William J. Dupps Jr., MD 

William J. Dupps Jr.

In most studies and throughout clinical practices today, anterior corneal curvature is still the de facto standard. I rely most heavily on Placido topography or Scheimpflug-based anterior surface curvature to determine my initial level of suspicion for disease, and I prefer a display that provides both axial and tangential curvature because the latter more accurately localizes and quantifies peripheral curvature features. I then refine that impression with corneal thickness and elevation maps, epithelial thickness maps, and Ocular Response Analyzer (Reichert) variables (including custom variables we have found to be more sensitive and specific for keratoconus). Emerging tools such as OCT elastography and Brilloun microscopy that can characterize the three-dimensional biomechanical properties of the cornea may support even earlier diagnosis by detecting areas of focal weakness that current devices cannot resolve.

One promising approach to wholistic screening is patient-specific computational modeling, which accounts for the totality of the 3-D corneal geometry and moves away from the confusion associated with parsing corneal shape into many partial representations of curvature and thickness. This structural approach also allows for simultaneous consideration of spatial material properties and simulation of the effects of surgery or further intrinsic weakening on corneal optics in a virtual representation of a patient’s eye.

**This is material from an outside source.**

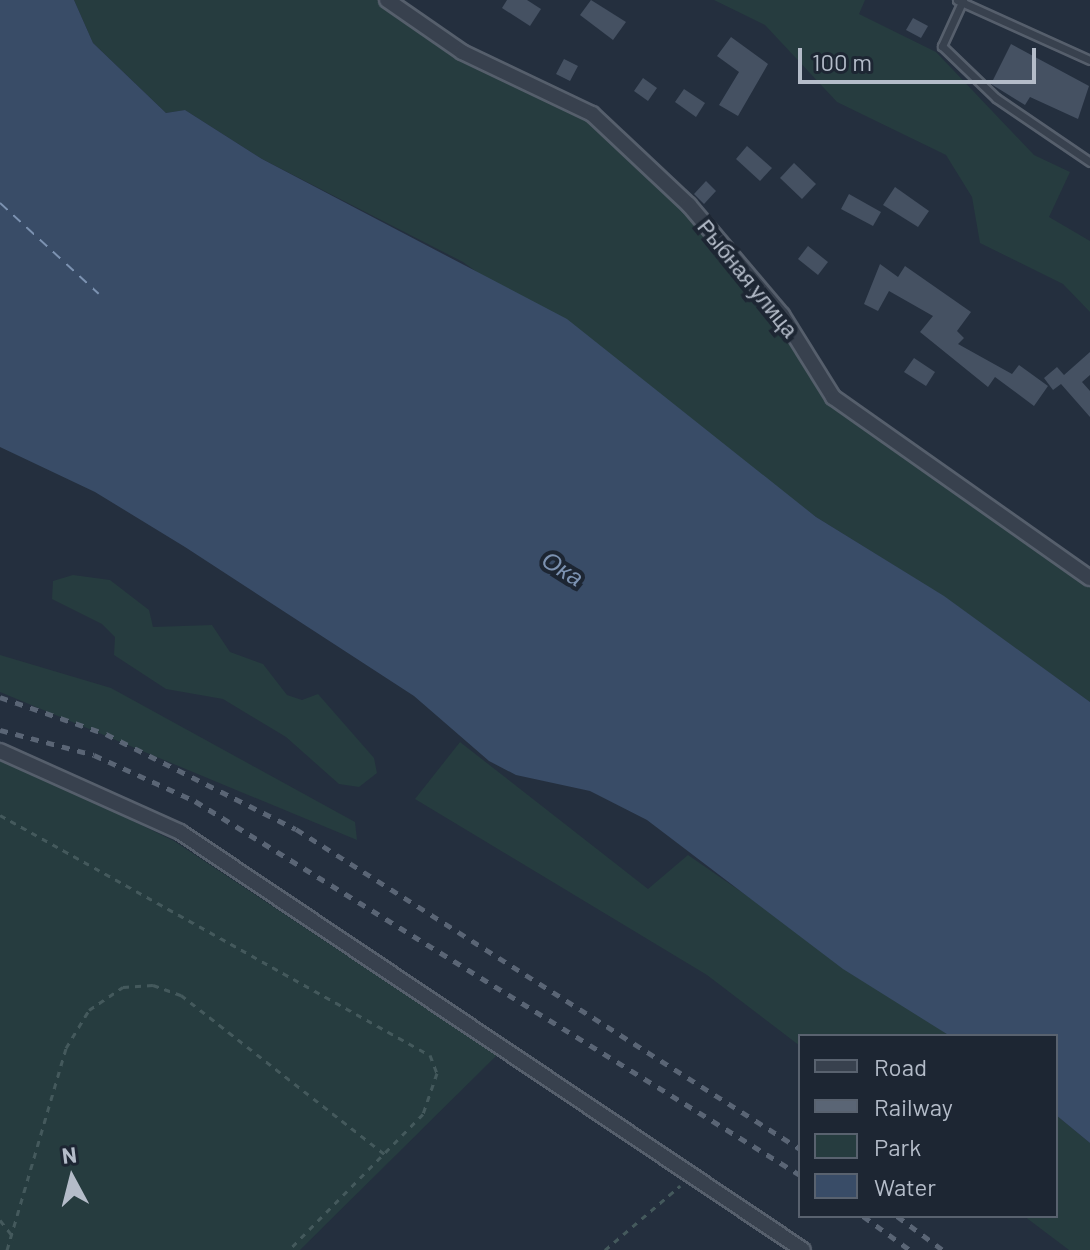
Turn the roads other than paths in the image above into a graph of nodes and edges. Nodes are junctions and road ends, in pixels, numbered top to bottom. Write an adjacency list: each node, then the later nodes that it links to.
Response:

William J. Dupps Jr., MD, PhD, is Director, Ocular Biomechanics and Imaging Lab at Cleveland Clinic, Ohio. Disclosure: Dupps is a co-inventor on patents related to elastography and ocular computational modeling held by Cleveland Clinic Innovations, receives research support from NIH (R01 EY023381), a State of Ohio Third Frontier Innovation Platform Award, Avedro and Zeiss, and has served as a consultant for Ziemer.